Exactly. The reason to do that, in a sense is all about risk management, so you have these projects where somebody says "ok, we're going to do a $15m PS3 project" and right there you've just set fire to all of the risk you can possibly assume on the project. It's a huge financial risk, you've got a new platform with all sorts of scary architecture changes, so people aren't going to be particularly innovative on new technical purchases. They're not going to be innovative on gameplay, they'll go an license a movie IP, and then they're going to insist to the development team that they remove anything that makes it unlikely that they won't ship day and date with the marketing campaign for the movie, and that seems to be sort of the wrong direction to go in terms of moving games forward.

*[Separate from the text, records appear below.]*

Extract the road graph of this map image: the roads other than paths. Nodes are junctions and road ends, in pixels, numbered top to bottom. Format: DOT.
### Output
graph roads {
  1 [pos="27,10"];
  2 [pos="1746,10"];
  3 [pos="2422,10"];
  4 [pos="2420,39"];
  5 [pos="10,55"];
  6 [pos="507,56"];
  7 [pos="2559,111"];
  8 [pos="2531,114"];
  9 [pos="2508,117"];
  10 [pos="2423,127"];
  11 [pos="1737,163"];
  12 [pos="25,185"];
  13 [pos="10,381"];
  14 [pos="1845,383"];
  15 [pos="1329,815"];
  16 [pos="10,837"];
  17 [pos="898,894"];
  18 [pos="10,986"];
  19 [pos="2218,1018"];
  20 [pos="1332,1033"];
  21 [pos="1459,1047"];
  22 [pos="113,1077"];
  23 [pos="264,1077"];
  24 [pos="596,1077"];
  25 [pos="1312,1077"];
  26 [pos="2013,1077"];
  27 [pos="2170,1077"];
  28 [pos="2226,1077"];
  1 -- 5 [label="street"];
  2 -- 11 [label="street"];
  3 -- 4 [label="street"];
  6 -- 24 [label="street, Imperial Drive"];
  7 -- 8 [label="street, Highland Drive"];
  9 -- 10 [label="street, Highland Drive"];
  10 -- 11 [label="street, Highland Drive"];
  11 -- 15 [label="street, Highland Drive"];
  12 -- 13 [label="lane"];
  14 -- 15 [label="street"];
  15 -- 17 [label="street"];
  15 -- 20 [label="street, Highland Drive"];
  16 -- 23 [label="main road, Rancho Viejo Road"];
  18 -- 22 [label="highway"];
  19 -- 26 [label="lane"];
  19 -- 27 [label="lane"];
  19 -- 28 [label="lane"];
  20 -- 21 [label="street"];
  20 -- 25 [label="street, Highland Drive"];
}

What we've been trying to do is think about what sort of strategy to follow, so if you look back at Half-Life 1, the things that we thought were important was this notion of immersive world and storytelling in the FPS genre and when you look at the aggressive support for mods and supporting the multiplayer community in Team Fortress and Counter-Strike we thought that there was a lot of value in having a direct relationship with our customer. So we worked on Steam, and that lets us do a lot of things, it lets us sell to our customers, communicate with them. Anytime one of our customers gets a crash anywhere in the world I get a report on my desk. We know exactly what hardware they're using.
So if we look at this risk issue and we say, "ok, if we keep building these bigger and bigger projects, the game designs, the technology, the willingness to explore new properties and so on is going to get more and more scrubbed out of the system. We did Lost Coast, and one of the things we did was say here's a project with a known setting, we can go and work on just getting High Dynamic Range rendering and we can try this commentary system. So if we can get it out there and get it debugged with all the driver issues worked through - and we're not trying to develop 15 things at the same time - we're just focusing on the one thing.
And the commentary system we can get it out to our customers and ask them 'what do you think?' and they tell us 'it's cool, we like it a bunch', so we go from 14 or 15 pieces of commentary to well over 100 in Episode One. It's this approach of trying to come up with a solution to how we can keep moving things forward, and we can incorporate a lot of feedback.
We looked at the technology we're trying to ship. When you're a game developer we think - and I'm sure you've seen this - there's a huge difference between technology which you demo and technology that you ship. If those two things counted we'd all have telepathy and levitation boots nowadays.
We've got a demo of it!
There's this big difference between a technology you can show in really limited circumstances and say "look how fancy this graphics effect is," or "look how fancy this physics thing is" - and two years later you still haven't shipped it. Thus, coming up with a mechanism to get this stuff all the way through QA, all the way through all the driver problems, you've got some high field representation, but how does that interact with your physics? When you're doing your demoing, you don't have to worry about it, but it turns out that 70 per cent of the work is getting all of these things to work together and not just getting them to work in isolation.